Pushing Our Way into Literacy: Book Carts For the Classroom

Last week was Teen Read Week. The media specialist and I created a book cart around the theme Get Active and visited 28 classrooms during the week. With each class, we did a book pass of books we thought would be high interest reads for the students and then allowed them to check out books. During the week, there was a 280% increase in the number of books checked out. We received an overwhelmingly positive response from the staff as well, who reported that for the first time their students were reading.

We would now like to purchase a number of carts to create themed book mobiles for teachers to check out. We know that reading comprehension is the most critical component of student education, and placing high interest reads into the hands of our kids is the key to developing that comprehension.

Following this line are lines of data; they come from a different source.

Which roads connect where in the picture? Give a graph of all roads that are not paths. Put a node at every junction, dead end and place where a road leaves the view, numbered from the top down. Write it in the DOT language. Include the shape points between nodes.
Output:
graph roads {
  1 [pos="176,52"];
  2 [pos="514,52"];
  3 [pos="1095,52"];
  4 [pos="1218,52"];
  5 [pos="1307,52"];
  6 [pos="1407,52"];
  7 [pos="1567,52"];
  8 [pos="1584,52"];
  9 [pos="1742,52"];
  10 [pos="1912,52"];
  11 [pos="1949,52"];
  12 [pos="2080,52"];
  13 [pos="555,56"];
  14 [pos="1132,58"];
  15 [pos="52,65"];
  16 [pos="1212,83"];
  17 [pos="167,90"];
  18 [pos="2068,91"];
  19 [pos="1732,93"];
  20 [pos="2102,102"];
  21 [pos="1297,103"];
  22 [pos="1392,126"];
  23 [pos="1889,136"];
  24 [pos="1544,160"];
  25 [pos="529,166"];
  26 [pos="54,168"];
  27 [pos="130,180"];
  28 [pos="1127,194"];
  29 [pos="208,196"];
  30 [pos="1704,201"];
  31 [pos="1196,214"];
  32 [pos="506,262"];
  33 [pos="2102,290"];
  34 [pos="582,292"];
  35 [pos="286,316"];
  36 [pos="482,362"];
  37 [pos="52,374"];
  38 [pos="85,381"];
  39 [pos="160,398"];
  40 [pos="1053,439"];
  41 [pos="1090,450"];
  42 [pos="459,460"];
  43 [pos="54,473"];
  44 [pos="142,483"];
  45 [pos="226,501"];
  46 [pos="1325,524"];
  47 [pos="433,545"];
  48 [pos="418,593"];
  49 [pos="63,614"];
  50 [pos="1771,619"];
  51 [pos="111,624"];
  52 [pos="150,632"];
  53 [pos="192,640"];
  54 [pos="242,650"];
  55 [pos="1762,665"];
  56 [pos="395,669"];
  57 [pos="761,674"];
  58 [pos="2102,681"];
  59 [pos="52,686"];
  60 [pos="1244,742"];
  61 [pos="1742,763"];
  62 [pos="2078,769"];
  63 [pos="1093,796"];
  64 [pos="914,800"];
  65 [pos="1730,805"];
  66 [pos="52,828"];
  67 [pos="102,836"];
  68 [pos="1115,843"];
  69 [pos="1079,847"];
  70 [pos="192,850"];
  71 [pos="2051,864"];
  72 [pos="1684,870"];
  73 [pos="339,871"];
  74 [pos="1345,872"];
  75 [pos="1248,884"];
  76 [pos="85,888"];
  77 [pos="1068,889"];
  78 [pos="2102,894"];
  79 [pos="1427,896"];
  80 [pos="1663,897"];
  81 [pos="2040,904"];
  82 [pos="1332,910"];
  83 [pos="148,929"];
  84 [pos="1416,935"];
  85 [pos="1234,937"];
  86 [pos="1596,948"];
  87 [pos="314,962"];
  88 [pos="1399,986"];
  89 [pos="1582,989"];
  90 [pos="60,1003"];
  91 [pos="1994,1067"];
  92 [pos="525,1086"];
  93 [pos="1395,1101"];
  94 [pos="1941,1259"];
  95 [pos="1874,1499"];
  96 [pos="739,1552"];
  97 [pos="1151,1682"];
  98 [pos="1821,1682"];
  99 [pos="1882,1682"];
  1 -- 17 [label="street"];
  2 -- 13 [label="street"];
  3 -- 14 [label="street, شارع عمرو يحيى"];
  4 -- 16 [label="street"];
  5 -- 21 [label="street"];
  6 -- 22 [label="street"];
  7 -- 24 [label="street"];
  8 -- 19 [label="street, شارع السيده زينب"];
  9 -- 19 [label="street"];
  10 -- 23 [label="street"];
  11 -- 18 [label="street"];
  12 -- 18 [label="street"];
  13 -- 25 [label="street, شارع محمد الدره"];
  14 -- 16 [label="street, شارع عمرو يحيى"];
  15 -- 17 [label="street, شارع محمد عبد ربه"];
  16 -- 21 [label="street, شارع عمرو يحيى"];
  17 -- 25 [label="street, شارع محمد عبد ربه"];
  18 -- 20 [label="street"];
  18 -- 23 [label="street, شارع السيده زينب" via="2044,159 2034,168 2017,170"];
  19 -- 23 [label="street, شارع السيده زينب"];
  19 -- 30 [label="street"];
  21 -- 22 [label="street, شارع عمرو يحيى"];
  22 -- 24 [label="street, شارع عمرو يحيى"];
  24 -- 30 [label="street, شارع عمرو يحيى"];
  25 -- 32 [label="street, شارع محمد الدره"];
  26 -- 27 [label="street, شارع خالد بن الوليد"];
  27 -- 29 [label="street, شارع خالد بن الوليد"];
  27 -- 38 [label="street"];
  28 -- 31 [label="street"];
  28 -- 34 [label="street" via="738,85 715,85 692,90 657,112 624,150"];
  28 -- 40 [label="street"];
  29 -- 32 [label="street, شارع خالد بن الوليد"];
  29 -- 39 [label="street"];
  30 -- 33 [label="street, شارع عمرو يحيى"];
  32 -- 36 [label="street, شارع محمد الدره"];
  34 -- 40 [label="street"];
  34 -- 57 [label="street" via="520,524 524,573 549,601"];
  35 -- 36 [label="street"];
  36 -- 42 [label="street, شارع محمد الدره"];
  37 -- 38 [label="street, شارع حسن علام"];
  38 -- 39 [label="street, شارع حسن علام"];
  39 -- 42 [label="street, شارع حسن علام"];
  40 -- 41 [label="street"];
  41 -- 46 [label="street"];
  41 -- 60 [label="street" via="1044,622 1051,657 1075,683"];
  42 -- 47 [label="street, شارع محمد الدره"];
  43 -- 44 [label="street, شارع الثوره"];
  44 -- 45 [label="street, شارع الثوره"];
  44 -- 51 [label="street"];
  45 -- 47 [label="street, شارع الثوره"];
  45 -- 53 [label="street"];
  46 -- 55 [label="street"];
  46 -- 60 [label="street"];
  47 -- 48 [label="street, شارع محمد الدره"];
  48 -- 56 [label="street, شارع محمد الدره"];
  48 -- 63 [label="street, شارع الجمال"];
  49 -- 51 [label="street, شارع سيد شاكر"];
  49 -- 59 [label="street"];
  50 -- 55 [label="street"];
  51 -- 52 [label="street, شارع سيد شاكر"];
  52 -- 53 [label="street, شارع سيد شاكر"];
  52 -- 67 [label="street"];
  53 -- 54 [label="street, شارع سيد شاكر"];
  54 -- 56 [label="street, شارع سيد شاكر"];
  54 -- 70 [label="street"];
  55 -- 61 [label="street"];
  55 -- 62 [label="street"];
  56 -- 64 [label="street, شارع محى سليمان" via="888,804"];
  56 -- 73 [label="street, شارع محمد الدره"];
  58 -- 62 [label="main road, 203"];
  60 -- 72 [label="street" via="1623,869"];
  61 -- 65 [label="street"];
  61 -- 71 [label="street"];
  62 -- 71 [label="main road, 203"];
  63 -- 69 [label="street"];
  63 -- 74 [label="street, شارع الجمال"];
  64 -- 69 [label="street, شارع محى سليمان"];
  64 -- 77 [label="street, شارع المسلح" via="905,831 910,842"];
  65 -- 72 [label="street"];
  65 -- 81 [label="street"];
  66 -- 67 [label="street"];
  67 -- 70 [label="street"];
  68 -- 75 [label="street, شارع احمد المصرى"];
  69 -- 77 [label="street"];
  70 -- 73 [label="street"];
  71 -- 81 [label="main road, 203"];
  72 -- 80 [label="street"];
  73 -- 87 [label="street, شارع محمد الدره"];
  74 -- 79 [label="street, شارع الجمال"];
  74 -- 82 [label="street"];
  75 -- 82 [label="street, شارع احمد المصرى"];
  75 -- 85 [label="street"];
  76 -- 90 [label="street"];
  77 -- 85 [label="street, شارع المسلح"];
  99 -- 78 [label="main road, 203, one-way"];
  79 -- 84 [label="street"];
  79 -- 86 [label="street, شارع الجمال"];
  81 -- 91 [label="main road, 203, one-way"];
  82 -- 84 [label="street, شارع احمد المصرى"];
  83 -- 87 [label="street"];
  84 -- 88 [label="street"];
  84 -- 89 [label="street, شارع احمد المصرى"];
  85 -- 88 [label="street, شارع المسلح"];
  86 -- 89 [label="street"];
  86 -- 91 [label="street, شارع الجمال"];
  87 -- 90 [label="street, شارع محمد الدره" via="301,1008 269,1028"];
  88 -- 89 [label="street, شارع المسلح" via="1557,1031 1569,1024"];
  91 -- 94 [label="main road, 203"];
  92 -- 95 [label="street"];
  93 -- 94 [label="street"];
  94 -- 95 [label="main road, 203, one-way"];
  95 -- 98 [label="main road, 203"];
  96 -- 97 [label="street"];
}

I need two book carts to enable me to provide high interest young adult reading materials to the students in my school. The cost of this proposal is $833, which includes shipping for any materials requested and fulfillment.

When I submitted my gift certificate to this project, I was asked to comment for the website on why this particular project. Here’s my reply:

I gave to this project because I'm the author of a book MRS. LIEUTENANT: A SHARON GOLD NOVEL and I believe reading books is vital in the acquiring of reading skills.

PZ the Do-Gooder Scrooge recommends that – when giving out gifts for various occasions – consider following the example of my nephew and his bride: Give gift certificates to www.donorschoose.org.